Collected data
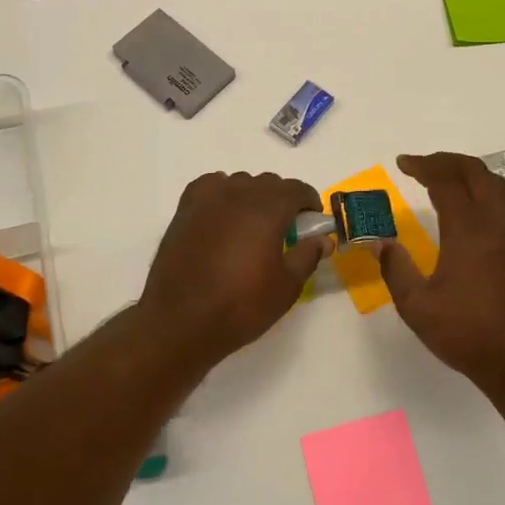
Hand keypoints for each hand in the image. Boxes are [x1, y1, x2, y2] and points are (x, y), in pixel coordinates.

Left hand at [138, 170, 330, 360]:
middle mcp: (239, 194)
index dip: (309, 201)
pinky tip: (223, 215)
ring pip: (239, 183)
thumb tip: (324, 239)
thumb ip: (307, 255)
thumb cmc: (240, 306)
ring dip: (253, 197)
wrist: (180, 321)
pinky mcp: (185, 209)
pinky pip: (210, 186)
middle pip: (268, 183)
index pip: (296, 189)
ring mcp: (208, 199)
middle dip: (282, 200)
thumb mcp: (286, 287)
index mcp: (268, 209)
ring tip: (252, 226)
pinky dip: (222, 193)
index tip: (312, 221)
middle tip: (285, 229)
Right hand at [378, 152, 504, 384]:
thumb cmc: (468, 333)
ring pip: (500, 186)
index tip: (403, 164)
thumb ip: (396, 270)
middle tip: (424, 165)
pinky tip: (490, 210)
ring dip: (474, 175)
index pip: (444, 181)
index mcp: (468, 228)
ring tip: (454, 180)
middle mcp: (497, 221)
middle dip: (447, 162)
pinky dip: (498, 195)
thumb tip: (381, 243)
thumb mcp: (417, 307)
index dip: (422, 166)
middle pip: (476, 173)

*What is required*.
Check each line of the data for the string "middle" and state how many lines contain it, without any other output.

*Exercise response*.
8